I’ve selected some of the more telling statistics that I share with my audiences that I hope will give you a better perspective about your reading piles:
- The number of titles of magazines available for you to choose from averages over 17,000! If you feel compelled to read them all, you’d have to read 47 per day! (Now doesn’t your pile look small?!)
- The U.S prints an average of 175,000 titles of books PER YEAR and the average American reads just ONE book a year. Where do you fall in the average??
- The average # of words in a large city daily newspaper (e.g. NY Times or Washington Post) is 72,000. This is about the same number of words in a regular size fiction novel. A Sunday edition of the same paper has the equivalent of 5 to 7 novel’s worth of words. Do you really have time to read it all?!
- When you read on-screen (without any reading strategies), your reading speed goes DOWN an average of 25-30%. If you are an average reader with 250 words per minute, you are now down to about 187. That’s gear one, or a slow speed.

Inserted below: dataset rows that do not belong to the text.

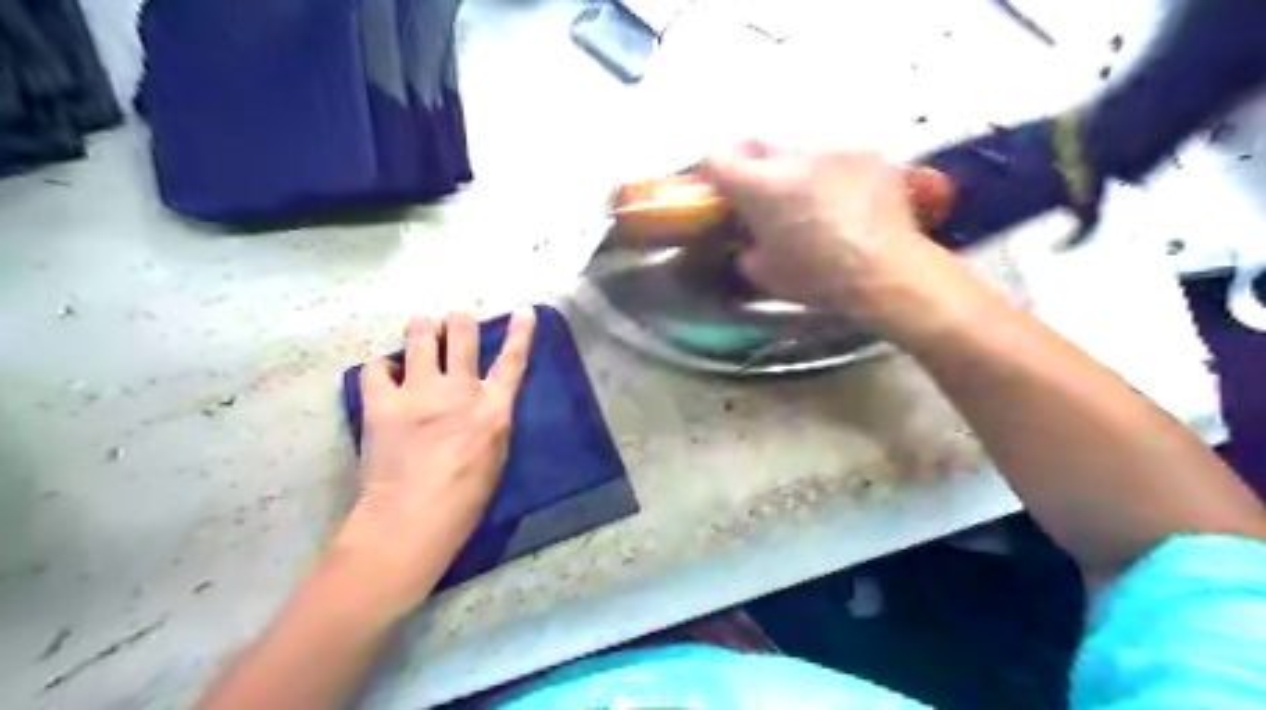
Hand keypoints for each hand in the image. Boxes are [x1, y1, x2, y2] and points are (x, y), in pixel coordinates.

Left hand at [330, 309, 533, 613]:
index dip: (521, 332)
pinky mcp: (382, 403)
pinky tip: (386, 373)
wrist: (411, 520)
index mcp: (493, 409)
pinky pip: (377, 367)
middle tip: (455, 319)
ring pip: (421, 336)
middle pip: (462, 333)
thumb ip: (491, 420)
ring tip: (422, 329)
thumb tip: (483, 401)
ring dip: (423, 328)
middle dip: (459, 320)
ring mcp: (418, 392)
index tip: (524, 310)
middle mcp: (458, 390)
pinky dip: (383, 366)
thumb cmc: (465, 499)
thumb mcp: (496, 456)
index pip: (513, 361)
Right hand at [697, 143, 982, 344]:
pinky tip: (841, 199)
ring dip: (791, 170)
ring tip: (807, 200)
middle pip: (756, 146)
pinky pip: (833, 155)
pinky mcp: (867, 151)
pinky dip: (828, 172)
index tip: (717, 191)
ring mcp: (834, 148)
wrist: (890, 272)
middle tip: (760, 197)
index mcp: (762, 187)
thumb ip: (746, 248)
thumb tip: (748, 241)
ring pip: (797, 149)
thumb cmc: (820, 279)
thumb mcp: (767, 275)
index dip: (710, 174)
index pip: (716, 157)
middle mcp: (794, 156)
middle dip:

- The average American watches THREE HOURS of television per day. Imagine how much reading you could do if you only watched ONE hour, or NONE!
- The average cost of a paperback book is around $10, a hardback is $25, an audiobook version is $20-$30. Any amount of time you spend reading . . . is priceless.
Given this enlightening perspective, your best strategy is to choose only the material that provides you with the most value.